ELEANOR P. LABROZZI | The Shelter Island Drama Club presented the musical ‘Nice Work if You Can Get It.’

Over the next several days, leading to the New Year, the Reporter will be posting our annual Year In Review series of important stories from 2018.

The glitz and glamour of the Roaring Twenties may be long gone, but prohibition-era bootleggers, Gold Coast mansions and rich bad boys with no visible means of support were all alive and well on the stage of the Shelter Island School auditorium this March in “Nice Work if You Can Get It,” the Shelter Island Drama Club’s spring musical.

The play packed the house nightly and the talented cast of student singers, actors and dancers kept audiences laughing and cheering till the end.

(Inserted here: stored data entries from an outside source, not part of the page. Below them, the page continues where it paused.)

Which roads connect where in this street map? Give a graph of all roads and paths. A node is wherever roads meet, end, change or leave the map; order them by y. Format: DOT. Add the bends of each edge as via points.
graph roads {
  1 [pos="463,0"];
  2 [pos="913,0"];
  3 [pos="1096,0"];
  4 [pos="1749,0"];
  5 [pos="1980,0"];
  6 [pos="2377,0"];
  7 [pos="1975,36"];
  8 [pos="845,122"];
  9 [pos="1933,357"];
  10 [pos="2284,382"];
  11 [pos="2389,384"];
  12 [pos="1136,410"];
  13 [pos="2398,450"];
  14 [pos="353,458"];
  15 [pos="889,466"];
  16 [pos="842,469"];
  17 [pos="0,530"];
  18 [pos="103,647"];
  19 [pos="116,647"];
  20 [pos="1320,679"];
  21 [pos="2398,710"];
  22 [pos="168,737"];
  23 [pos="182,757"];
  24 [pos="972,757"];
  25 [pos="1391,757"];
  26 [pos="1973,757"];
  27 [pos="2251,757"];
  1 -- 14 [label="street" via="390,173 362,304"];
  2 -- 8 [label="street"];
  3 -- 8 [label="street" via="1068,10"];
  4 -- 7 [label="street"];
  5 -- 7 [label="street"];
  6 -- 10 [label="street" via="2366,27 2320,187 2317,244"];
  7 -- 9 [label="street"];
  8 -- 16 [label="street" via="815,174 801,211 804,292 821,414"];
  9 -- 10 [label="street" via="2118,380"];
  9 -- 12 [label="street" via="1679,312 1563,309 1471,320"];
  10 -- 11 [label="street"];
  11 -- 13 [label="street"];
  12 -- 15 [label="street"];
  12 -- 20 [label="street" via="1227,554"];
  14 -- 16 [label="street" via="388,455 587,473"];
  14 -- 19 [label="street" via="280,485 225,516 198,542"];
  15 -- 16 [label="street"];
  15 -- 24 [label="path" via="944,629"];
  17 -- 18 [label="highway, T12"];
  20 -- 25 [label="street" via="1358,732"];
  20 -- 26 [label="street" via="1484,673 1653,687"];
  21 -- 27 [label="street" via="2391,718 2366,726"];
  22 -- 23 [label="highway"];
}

Set primarily on the North Shore of Long Island in 1927, the nostalgia-laden play with a book by Joe DiPietro was full of Charleston-inspired dance numbers, gangsters in disguise, a secret stash of gin and a score so chock full of George and Ira Gershwin songs it’s impossible not to fall in love.

There was a lot of that going on in the play as well.

The action began in New York City where the suave and wealthy Jimmy Winter (Daniel Boeklen) celebrated in a speakeasy with friends and a gaggle of beautiful showgirls. It was his bachelor party and the next day he was set to marry his third (or is it his fourth?) wife, choreographer Eileen Evergreen (Amelia Clark), the world’s most famous interpreter of modern dance. She also happens to be the daughter of powerful Senator Max Evergreen (Devon Bolton) and the niece of rabid prohibitionist Duchess Estonia Dulworth (Bianca Evangelista).

While making his drunken way home across the park after the festivities, Jimmy comes across bootlegger Billie Bendix (Hayley Lowell-Liszanckie) and begins to woo her just as she is plotting with her partners Cookie McGee and Duke Mahoney (Owen Gibbs and Taylor Tybaert) to hide 400 cases of gin.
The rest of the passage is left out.